You can't always get what you want

Columnist and musician Peter Edgerton looks at the Spanish art of not being tiquismiquis - and makes the case for embracing antifinickity as a life philosophy

Peter Edgerton

Friday, 20 March 2026, 10:08

Tiquismiquis (pronounced 'tikismikis') is one of my favourite Spanish words. It means excessively fussy or finickity (one of my favourite English words, funnily enough) and is almost onomatopoeic in its accuracy. You can readily imagine the thin, pursed lips of the tiquismiquis person in question as they remonstrate with a poor, beleaguered minimum-wage waiter on a busy Sunday lunchtime shift because he had the temerity to serve a coffee that was too hot/cold/milky/coffee-flavoured. No, if there's one thing any right-thinking human being would not want to be remembered for after they've snuffed it, it's being tiquismiquis. (Or tight with money, but that's another conversation for another day).

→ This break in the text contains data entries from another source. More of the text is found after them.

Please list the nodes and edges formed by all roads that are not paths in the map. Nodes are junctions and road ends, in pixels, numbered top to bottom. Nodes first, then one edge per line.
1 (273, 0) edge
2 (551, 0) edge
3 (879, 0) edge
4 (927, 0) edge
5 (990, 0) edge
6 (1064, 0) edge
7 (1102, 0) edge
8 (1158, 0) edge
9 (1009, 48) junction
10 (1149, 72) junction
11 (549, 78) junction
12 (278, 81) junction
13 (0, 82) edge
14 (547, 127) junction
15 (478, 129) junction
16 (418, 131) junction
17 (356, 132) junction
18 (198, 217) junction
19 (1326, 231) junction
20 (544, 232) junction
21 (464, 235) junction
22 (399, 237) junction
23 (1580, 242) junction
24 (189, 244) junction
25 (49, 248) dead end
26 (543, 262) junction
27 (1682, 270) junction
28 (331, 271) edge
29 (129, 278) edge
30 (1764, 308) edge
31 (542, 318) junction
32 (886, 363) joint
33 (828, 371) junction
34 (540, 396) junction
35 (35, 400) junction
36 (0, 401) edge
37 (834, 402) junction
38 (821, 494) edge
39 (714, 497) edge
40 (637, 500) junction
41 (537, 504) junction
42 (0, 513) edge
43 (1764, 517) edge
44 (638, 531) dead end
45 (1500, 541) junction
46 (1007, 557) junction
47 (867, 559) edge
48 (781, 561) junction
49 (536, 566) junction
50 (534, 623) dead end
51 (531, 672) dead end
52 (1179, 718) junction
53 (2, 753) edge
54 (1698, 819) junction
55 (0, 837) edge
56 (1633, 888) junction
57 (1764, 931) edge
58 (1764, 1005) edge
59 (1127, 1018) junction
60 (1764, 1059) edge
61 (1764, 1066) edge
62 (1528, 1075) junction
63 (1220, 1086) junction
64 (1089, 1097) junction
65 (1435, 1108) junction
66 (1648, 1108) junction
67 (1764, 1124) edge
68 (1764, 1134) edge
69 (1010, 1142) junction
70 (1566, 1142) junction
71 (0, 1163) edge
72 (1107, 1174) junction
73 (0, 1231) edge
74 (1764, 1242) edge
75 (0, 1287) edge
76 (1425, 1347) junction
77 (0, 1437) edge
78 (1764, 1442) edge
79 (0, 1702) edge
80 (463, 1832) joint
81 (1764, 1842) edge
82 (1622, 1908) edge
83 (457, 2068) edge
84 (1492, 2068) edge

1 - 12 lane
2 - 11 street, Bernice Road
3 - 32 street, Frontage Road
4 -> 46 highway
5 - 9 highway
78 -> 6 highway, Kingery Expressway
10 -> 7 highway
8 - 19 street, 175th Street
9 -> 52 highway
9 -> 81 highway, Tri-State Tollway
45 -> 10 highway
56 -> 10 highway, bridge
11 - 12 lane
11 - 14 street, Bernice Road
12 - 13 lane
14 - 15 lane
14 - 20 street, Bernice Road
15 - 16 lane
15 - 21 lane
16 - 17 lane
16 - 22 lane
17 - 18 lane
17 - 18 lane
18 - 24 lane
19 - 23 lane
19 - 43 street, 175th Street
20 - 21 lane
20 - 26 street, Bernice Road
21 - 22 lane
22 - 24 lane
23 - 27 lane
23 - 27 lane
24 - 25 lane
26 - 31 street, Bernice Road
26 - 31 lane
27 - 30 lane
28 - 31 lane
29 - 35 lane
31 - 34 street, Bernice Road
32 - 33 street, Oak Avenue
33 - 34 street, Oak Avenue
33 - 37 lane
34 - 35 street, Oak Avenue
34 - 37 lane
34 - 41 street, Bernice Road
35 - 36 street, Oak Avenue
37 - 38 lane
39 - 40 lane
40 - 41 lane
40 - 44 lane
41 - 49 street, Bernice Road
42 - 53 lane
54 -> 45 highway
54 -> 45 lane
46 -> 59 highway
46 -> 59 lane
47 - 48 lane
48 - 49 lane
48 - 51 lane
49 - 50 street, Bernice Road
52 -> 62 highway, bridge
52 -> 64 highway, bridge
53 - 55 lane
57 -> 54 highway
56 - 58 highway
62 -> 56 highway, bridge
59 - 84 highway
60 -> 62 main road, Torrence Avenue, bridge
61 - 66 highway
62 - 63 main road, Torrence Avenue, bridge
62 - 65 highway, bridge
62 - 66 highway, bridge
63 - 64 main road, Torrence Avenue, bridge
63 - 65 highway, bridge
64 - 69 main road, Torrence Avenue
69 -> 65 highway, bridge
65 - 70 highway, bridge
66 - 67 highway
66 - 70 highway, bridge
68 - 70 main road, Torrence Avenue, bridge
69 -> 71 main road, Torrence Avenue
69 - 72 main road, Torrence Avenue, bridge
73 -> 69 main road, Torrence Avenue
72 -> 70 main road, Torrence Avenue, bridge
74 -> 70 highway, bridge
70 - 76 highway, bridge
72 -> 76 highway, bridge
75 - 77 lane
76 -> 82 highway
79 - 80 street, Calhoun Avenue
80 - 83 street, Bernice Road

What any sentient soul would really want to aim for, of course, is quite the opposite characteristic, which I think we should hereby name 'antifinickity' simply because it sounds excellent when you say it out loud. Antifinickity people are my favourites (apart from genuinely funny people but that's also another conversation for another day). 'No pasa nada' is their phrase of choice because they can consistently see the big picture: first, whatever minor inconvenience that has just occurred is precisely that - a minor inconvenience - and secondly, we're quite literally among the most fortunate people ever to have lived on the face of the earth. Consequently, in the grand scheme of things, having to endure a bit of vanilla ice cream rather than the chocolate flavour they actually ordered isn't the greatest of hardships. They also tend to think, "You never know, I might even like this more than the chocolate."

However, that's not to say that if a company/person is doing a lazy or shoddy job, they shouldn't be called out on it; of course they should. That's not being in any way fussy, it's being responsible and it's quite a different matter.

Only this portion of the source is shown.